(THIS ARTICLE IS COURTESY OF THE TIMES OF ISRAEL)
Israel and Russia have reached an agreement green-lighting Israeli strikes on Iranian targets in Syria, as well as the withdrawal of Tehran-backed troops from Syria’s border with Israel, according to an Arabic media report Friday.
According to the Arabic-language daily Asharq al-Awsat, the agreement will see Iranian forces leave southwestern Syria, while allowing Israel to strike Iranian assets deep in the country. Israel agreed not to attack Syrian regime targets, the report said.
A Russian source told Asharq al-Awsat that Russia was tight-lipped about the agreement to maintain “balance” in its diplomatic ties with Israel and Iran.
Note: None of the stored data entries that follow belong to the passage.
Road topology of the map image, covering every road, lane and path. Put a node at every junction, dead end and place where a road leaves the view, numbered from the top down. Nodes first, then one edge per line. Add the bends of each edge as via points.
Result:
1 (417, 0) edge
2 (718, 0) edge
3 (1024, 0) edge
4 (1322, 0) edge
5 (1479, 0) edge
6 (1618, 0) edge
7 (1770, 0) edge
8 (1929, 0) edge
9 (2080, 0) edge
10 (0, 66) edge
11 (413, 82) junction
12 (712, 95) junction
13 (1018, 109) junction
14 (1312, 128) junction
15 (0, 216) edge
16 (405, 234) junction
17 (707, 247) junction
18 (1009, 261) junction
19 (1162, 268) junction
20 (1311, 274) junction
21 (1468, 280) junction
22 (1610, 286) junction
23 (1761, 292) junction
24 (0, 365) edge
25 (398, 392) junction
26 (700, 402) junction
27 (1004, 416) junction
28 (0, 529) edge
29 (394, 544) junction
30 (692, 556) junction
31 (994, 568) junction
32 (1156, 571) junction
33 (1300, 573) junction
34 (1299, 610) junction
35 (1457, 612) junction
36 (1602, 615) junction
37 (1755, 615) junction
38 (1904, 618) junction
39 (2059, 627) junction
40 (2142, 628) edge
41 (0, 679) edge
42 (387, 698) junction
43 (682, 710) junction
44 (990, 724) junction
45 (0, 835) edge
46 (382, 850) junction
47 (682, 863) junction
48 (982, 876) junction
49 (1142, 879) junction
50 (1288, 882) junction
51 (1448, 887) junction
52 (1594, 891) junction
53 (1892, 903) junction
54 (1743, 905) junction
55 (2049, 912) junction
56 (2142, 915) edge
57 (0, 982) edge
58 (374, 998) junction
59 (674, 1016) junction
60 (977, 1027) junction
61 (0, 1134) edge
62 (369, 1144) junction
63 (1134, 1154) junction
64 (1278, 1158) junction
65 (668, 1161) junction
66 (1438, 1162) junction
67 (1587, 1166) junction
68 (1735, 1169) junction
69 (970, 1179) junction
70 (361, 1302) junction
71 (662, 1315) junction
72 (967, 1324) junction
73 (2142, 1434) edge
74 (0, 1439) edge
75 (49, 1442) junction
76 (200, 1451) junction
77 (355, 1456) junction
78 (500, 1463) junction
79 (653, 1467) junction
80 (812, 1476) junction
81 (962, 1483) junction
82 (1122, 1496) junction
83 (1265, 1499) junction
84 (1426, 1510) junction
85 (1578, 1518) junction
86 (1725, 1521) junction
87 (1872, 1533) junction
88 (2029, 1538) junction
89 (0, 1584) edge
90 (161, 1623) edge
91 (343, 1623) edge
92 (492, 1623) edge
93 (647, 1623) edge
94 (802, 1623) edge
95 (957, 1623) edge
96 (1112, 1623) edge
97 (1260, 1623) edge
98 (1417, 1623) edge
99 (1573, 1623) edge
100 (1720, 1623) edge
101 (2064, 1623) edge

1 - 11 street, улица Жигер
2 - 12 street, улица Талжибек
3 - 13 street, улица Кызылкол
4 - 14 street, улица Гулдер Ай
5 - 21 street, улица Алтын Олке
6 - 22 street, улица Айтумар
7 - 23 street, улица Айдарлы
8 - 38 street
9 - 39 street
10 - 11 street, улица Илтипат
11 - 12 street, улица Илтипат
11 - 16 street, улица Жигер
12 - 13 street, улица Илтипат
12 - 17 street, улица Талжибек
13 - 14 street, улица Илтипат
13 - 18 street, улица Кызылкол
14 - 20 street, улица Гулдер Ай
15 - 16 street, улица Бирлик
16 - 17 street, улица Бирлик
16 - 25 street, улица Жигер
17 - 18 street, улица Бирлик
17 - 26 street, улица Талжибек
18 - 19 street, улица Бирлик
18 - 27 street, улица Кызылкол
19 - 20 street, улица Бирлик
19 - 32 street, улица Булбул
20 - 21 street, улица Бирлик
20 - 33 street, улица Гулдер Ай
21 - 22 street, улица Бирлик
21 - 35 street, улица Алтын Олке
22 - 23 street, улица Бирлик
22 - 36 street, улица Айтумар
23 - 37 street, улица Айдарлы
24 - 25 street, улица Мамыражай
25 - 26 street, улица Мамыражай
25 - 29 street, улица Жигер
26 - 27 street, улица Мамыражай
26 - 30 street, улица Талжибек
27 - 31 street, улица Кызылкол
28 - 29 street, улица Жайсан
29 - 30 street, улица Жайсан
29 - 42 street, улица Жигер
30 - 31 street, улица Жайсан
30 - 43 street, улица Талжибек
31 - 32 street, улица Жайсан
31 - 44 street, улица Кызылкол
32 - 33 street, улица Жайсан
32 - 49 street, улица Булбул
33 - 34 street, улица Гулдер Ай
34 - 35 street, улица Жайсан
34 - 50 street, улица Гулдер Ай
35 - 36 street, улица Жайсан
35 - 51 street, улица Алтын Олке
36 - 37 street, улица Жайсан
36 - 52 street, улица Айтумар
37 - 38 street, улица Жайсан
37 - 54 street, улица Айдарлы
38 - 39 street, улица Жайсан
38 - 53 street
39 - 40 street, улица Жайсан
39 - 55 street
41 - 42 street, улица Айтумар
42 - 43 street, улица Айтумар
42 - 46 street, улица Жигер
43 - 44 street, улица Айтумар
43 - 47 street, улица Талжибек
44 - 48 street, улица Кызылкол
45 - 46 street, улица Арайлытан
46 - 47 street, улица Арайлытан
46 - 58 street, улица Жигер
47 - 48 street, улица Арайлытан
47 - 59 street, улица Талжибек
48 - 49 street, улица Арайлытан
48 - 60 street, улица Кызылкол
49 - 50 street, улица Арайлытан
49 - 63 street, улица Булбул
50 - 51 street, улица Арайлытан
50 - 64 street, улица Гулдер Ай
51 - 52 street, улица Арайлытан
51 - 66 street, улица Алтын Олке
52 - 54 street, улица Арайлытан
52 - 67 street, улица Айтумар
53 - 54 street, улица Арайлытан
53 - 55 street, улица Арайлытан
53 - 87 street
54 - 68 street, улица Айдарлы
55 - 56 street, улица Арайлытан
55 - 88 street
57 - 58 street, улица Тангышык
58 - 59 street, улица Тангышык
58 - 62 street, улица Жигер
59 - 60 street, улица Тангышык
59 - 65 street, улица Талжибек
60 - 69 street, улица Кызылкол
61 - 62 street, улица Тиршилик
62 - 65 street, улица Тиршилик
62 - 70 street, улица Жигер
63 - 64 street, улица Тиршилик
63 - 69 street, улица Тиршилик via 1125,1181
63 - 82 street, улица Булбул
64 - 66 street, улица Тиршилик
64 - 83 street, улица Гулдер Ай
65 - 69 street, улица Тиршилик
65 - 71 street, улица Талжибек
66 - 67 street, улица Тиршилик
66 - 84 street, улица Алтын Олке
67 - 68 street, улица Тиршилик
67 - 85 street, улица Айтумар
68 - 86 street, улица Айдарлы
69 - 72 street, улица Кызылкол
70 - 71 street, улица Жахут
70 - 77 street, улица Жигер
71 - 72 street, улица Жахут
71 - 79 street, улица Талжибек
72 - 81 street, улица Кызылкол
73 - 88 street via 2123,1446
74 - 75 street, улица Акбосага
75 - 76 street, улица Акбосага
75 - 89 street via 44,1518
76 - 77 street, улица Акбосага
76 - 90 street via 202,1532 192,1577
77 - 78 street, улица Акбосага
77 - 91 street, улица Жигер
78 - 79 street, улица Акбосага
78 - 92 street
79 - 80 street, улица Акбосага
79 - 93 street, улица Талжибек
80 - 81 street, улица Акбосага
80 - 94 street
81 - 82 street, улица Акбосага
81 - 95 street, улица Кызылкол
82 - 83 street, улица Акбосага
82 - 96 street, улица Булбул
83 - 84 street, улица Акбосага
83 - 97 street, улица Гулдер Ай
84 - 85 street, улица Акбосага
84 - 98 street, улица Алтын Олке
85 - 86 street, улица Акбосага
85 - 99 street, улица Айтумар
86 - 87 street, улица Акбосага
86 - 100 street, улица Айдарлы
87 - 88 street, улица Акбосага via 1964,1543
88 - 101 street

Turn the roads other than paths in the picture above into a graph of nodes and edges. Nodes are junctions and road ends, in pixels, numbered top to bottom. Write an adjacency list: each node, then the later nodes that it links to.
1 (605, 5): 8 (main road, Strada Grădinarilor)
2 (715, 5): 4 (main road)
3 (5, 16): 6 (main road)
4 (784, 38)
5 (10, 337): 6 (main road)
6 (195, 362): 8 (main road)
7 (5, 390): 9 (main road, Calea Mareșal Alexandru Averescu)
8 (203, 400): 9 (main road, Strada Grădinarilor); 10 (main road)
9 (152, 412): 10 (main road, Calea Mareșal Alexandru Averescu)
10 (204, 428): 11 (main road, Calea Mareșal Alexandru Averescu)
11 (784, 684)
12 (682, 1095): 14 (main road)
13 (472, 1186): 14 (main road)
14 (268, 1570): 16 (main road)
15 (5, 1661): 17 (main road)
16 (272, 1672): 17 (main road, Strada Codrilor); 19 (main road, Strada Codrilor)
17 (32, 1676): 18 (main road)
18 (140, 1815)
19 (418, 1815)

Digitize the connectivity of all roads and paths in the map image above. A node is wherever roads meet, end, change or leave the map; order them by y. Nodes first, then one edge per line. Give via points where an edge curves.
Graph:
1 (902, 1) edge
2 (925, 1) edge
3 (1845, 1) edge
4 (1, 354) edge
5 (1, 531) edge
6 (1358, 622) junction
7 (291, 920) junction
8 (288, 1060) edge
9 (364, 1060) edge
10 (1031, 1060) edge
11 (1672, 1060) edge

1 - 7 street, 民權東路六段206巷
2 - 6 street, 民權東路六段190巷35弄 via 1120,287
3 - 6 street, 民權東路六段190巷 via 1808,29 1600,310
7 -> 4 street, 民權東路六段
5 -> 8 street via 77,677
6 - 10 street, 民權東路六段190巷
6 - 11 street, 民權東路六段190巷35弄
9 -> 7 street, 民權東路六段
Israel has repeatedly vowed to prevent Iran establishing a permanent presence in Syria and Lebanon and has carried out dozens of air strikes against Iran-backed forces and attempts to smuggle advanced weapons to Hezbollah.
“Russia is somehow embarrassed because the talks with the Israelis mainly focused on a plan to remove Iran and its forces from southern Syria,” the source told the paper. Russia is a main ally of Iran.
The reported agreement comes after Defense Minister Avigdor Liberman met his Russian counterpart Sergei Shoigu in Moscow on Thursday for talks focused on Syria.
Liberman thanked Russia for “understanding” Israel’s security concerns. However, neither Jerusalem, nor Moscow, publicly acknowledged any agreement between the sides regarding Iran’s military presence in Syria.
“It is important to continue the dialogue between us and to keep an open line between the IDF and Russian army,” Liberman told Shoigu.
Before leaving Israel for Russia, Liberman said Israel was committed to “preventing Iran and its offshoots from establishing themselves in Syria.”
The Kremlin said President Vladimir Putin spoke with Prime Minister Benjamin Netanyahu Thursday evening to discuss the situation in Syria. Moscow said the conversation focused on “some aspects of the Syrian settlement,” which it didn’t specify, following up on the two leaders’ talks in Moscow earlier this month.
The Liberman-Shoigu meeting came on the heels of Russian Foreign Minister Sergei Lavrov‘s demand Wednesday that all foreign forces — including those from Iran, Turkey and the US — leave southwestern Syria as soon as possible, as well as his remarks Monday at a press conference in Moscow that only the Syrian regime should field military forces in the country’s southern border areas.
“As regards the confrontation between Israel and Iran in Syria, we have agreements on the southwestern de-escalation zone. These agreements have been reached between Russia, the United States and Jordan. Israel was informed about them as we were working on them. They [the agreements] stipulate that this de-escalation zone should consolidate stability, while all non-Syrian forces must be withdrawn from this area,” Lavrov said.
Lavrov’s comment apparently referred to areas including the Syrian Golan Heights region abutting the Israeli Golan Heights and the border with Jordan, and indicated that Russia was open to Israeli demands that Iranian forces be kept far from Israel’s borders.
The return of the Syrian army to Israel’s northern border in return for the distancing of Iran and its Lebanon-based proxy Hezbollah from the area has been the subject of back channel discussions between Israel and Russia over recent weeks.
Liberman visited Russia with a defense establishment delegation, hoping to flesh out the understandings to give Syrian President Bashar Assad control over the Syria-Israel border region.
Netanyahu’s office continues to insist publicly that Israel demands the complete ouster of Iran and Hezbollah from the whole of Syria.
A source told the Ynet news site on Thursday that “Israel is uninterested in partial agreements, but rather in an exit of all Iranian forces from Syria.”
On Wednesday, Netanyahu told ministers that he had spoken with US Secretary of State Mike Pompeo primarily to urge the US government to demand that an evolving agreement on troop deployment in Syria between the US, Russia and Jordan make clear that Iranian forces must leave the whole of the country.
The agreement appears to be slated to demand that Iranian and Iran-backed forces stay 20 kilometers from the Israeli and Jordanian borders.
Amidst a flurry of activity relating to Iran, Meir Ben-Shabbat, Israel’s National Security Adviser, flew to Washington on Wednesday to coordinate positions with the Trump administration.
Next week, Netanyahu will leave for France and Germany to discuss Iran’s role in Syria and the nuclear deal which the Europeans are trying to salvage after the US withdrawal earlier this month. He is due to meet with German Chancellor Angela Merkel and French President Emmanuel Macron. He may also call on Prime Minister Theresa May in the UK.